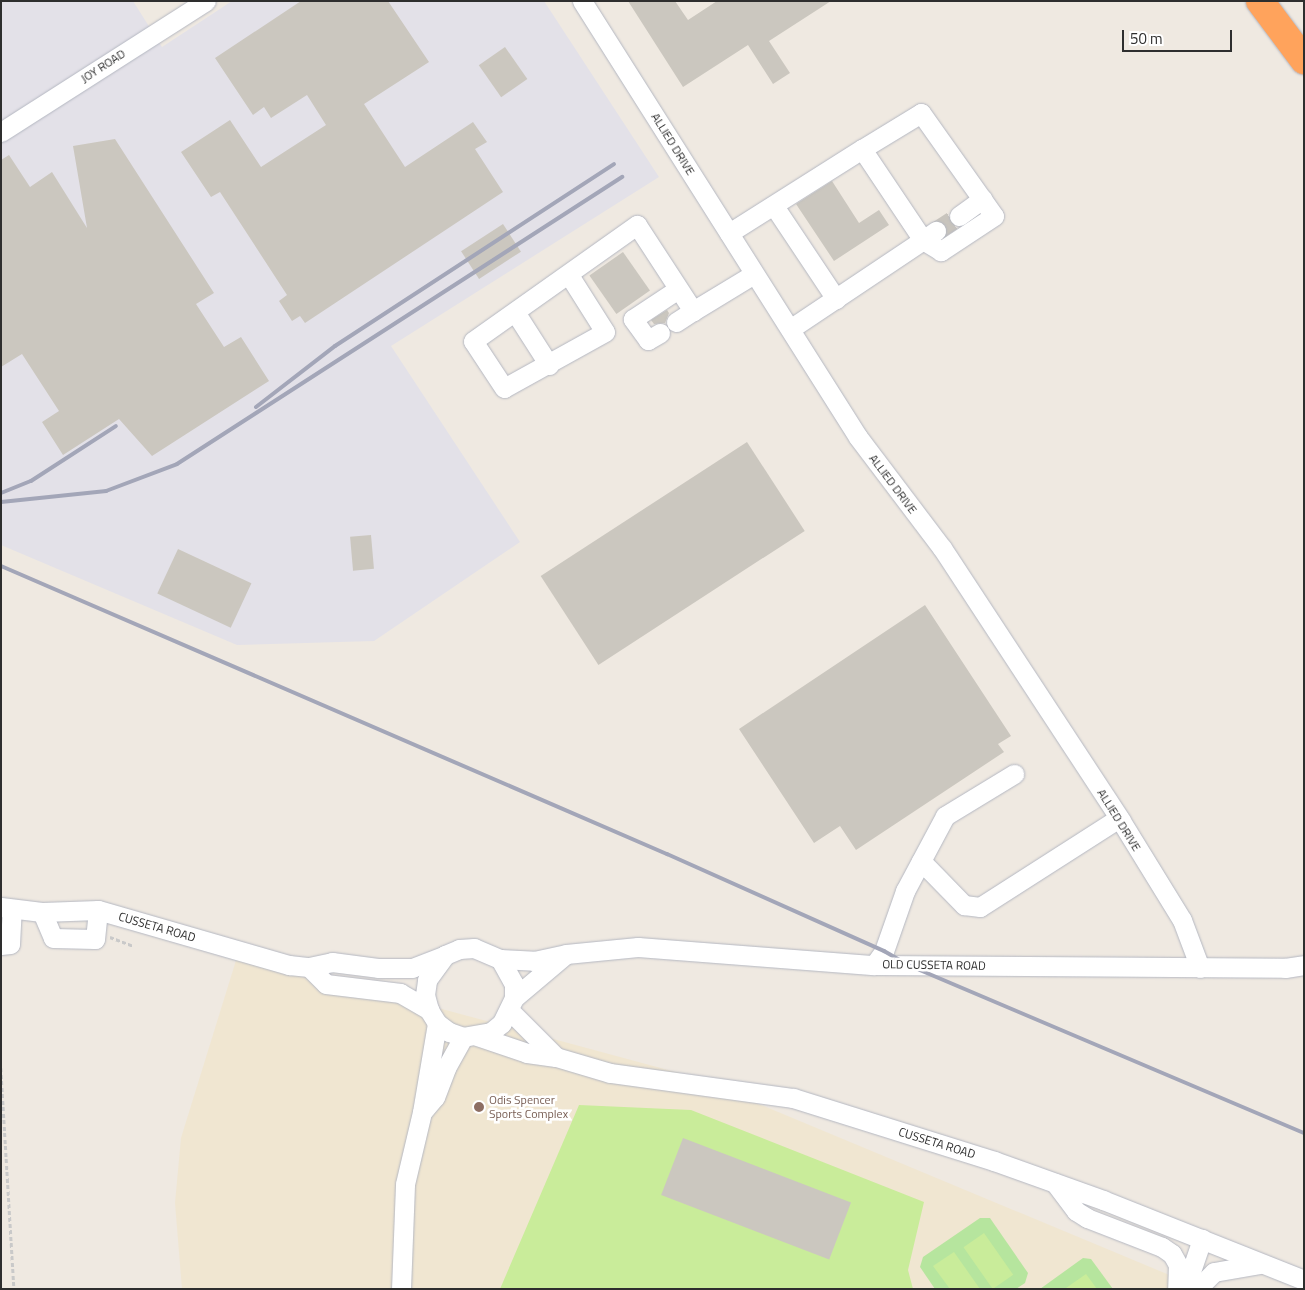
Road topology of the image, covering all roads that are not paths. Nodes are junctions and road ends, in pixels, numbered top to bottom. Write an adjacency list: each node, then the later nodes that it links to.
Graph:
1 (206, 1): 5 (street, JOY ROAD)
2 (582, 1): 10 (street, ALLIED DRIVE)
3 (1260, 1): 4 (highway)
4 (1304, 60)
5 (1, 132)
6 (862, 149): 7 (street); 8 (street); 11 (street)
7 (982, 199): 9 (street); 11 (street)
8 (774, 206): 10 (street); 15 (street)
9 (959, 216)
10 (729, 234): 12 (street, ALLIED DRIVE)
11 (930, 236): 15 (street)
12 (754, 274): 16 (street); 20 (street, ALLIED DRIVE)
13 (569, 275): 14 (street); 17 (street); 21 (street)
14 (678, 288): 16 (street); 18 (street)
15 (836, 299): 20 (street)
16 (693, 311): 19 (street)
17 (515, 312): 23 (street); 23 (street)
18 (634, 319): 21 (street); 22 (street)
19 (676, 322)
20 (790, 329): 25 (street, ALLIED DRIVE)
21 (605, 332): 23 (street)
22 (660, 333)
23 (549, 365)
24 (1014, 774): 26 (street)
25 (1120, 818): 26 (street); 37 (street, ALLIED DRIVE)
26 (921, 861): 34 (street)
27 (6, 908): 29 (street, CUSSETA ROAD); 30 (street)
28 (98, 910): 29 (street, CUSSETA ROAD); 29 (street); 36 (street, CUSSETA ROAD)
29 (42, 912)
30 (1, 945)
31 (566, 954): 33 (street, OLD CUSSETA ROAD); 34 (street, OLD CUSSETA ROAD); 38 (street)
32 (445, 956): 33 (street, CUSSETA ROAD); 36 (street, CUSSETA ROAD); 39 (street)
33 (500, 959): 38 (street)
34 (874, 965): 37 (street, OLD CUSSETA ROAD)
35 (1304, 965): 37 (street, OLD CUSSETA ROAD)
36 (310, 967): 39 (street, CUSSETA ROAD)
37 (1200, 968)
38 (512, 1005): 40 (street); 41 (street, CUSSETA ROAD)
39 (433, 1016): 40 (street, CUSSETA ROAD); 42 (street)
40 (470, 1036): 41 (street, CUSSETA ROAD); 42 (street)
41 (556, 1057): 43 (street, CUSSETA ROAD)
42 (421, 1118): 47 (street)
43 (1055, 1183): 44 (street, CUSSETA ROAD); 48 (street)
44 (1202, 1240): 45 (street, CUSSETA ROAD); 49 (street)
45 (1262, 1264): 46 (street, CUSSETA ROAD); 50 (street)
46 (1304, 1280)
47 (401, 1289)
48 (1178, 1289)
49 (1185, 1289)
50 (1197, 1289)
++++++++++
Set aside the pictures. Then return every line of the material above verbatim.

Road topology of the image, covering all roads that are not paths. Nodes are junctions and road ends, in pixels, numbered top to bottom. Write an adjacency list: each node, then the later nodes that it links to.
Graph:
1 (206, 1): 5 (street, JOY ROAD)
2 (582, 1): 10 (street, ALLIED DRIVE)
3 (1260, 1): 4 (highway)
4 (1304, 60)
5 (1, 132)
6 (862, 149): 7 (street); 8 (street); 11 (street)
7 (982, 199): 9 (street); 11 (street)
8 (774, 206): 10 (street); 15 (street)
9 (959, 216)
10 (729, 234): 12 (street, ALLIED DRIVE)
11 (930, 236): 15 (street)
12 (754, 274): 16 (street); 20 (street, ALLIED DRIVE)
13 (569, 275): 14 (street); 17 (street); 21 (street)
14 (678, 288): 16 (street); 18 (street)
15 (836, 299): 20 (street)
16 (693, 311): 19 (street)
17 (515, 312): 23 (street); 23 (street)
18 (634, 319): 21 (street); 22 (street)
19 (676, 322)
20 (790, 329): 25 (street, ALLIED DRIVE)
21 (605, 332): 23 (street)
22 (660, 333)
23 (549, 365)
24 (1014, 774): 26 (street)
25 (1120, 818): 26 (street); 37 (street, ALLIED DRIVE)
26 (921, 861): 34 (street)
27 (6, 908): 29 (street, CUSSETA ROAD); 30 (street)
28 (98, 910): 29 (street, CUSSETA ROAD); 29 (street); 36 (street, CUSSETA ROAD)
29 (42, 912)
30 (1, 945)
31 (566, 954): 33 (street, OLD CUSSETA ROAD); 34 (street, OLD CUSSETA ROAD); 38 (street)
32 (445, 956): 33 (street, CUSSETA ROAD); 36 (street, CUSSETA ROAD); 39 (street)
33 (500, 959): 38 (street)
34 (874, 965): 37 (street, OLD CUSSETA ROAD)
35 (1304, 965): 37 (street, OLD CUSSETA ROAD)
36 (310, 967): 39 (street, CUSSETA ROAD)
37 (1200, 968)
38 (512, 1005): 40 (street); 41 (street, CUSSETA ROAD)
39 (433, 1016): 40 (street, CUSSETA ROAD); 42 (street)
40 (470, 1036): 41 (street, CUSSETA ROAD); 42 (street)
41 (556, 1057): 43 (street, CUSSETA ROAD)
42 (421, 1118): 47 (street)
43 (1055, 1183): 44 (street, CUSSETA ROAD); 48 (street)
44 (1202, 1240): 45 (street, CUSSETA ROAD); 49 (street)
45 (1262, 1264): 46 (street, CUSSETA ROAD); 50 (street)
46 (1304, 1280)
47 (401, 1289)
48 (1178, 1289)
49 (1185, 1289)
50 (1197, 1289)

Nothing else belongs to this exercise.